In the years that followed, Baldus expanded his highly successful series of large-format views of historic monuments, in both Paris and the provinces, and around 1860 he photographed the rough alpine regions of southeastern France. But it was in the second of his two railway albums, commissioned in 1861 by the Chemins de fer de Paris à Lyon et à la Méditerranée, that Baldus again pioneered new aesthetic ground and drew from a decade’s work to speak forcefully and eloquently about the relationship of history and progress. The album is a masterfully composed sequence of sixty-nine photographs of the landscape, towns, principal sites of interest, and railroad structures along the line from Lyon to Marseille and Toulon. By interspersing boldly geometric images of the railroad tracks, stations, tunnels, and viaducts with his classic views of historic architecture—the ramparts of Avignon, the Maison Carrée, Saint-Trophîme, the Pont du Gard—Baldus presented Second Empire engineers as the natural heirs to a great tradition of building that stretched back to Roman and medieval times.

The final section of the album presents the natural beauty of the Côte d’Azur, including the majestic rock formations at La Ciotat. The concluding pair of images restate the album’s central theme of progress: wilderness and civilization—Nature and Man—are juxtaposed. The rocky Ollioules Gorge is barren and untamed, walled in by cliffs at left and right (an effect emphasized by the dark edges of the photograph). Turn the page and one is in a different world: at the railroad station of Toulon, there is a Cartesian order to the arrangement of space and structures; the materials are iron and glass, dressed stone and brick; everything is crisp, industrial, modern. Most dramatically, the tracks race straight back through the station, as if pointing toward Nice and the Italian frontier (lines already viewed as the logical extension of the rail network)–and toward the future.

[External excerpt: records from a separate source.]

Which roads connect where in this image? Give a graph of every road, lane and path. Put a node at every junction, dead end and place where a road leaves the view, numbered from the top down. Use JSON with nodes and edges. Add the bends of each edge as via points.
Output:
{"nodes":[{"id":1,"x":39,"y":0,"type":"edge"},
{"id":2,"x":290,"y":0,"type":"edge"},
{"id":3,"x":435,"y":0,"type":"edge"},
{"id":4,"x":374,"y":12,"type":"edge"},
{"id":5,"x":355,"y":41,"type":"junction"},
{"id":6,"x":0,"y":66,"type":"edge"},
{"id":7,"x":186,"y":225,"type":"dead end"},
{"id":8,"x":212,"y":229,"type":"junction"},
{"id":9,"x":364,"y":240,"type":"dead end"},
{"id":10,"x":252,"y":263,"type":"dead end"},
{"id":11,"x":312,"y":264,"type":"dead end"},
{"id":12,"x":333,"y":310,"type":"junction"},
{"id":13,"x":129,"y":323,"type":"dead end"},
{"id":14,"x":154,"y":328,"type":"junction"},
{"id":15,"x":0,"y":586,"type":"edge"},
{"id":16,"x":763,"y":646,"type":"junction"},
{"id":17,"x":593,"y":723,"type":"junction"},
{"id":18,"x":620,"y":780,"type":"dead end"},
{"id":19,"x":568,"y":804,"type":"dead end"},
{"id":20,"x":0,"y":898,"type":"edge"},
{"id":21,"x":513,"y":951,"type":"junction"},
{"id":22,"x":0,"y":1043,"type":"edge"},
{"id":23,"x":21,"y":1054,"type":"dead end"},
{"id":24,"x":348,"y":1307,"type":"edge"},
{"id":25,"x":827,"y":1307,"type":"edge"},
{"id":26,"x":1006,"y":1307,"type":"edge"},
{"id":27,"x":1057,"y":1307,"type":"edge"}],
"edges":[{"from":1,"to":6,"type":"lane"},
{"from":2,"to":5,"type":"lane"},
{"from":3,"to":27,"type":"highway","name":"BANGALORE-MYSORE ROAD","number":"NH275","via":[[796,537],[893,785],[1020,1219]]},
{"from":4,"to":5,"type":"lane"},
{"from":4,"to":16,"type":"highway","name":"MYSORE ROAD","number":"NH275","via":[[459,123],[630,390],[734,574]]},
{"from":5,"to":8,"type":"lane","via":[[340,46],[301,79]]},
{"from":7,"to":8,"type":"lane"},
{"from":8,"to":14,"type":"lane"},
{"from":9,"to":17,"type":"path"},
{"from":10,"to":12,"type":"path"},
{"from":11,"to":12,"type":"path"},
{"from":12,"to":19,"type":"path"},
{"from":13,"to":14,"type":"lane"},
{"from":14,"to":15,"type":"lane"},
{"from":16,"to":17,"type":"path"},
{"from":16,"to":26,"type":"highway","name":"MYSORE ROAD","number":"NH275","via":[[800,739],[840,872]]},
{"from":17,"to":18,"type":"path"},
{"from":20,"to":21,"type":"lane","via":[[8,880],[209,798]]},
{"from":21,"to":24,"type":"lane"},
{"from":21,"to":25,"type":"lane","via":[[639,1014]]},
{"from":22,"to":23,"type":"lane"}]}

The photographs of Édouard Baldus are inextricably linked to the principal ideas of his age. Beginning with the Mission Héliographique, his views of historic monuments presented the vestiges of the past with unromanticized clarity for the architect, archaeologist, historian, and armchair traveler. His photographs of the construction of the New Louvre celebrated the glory of the Second Empire and created an art of the archive. And his presentation of a landscape transformed by modern engineering confidently espoused a belief in technological progress. In ten years, Baldus established the model for photographic representation in genres that barely existed before him.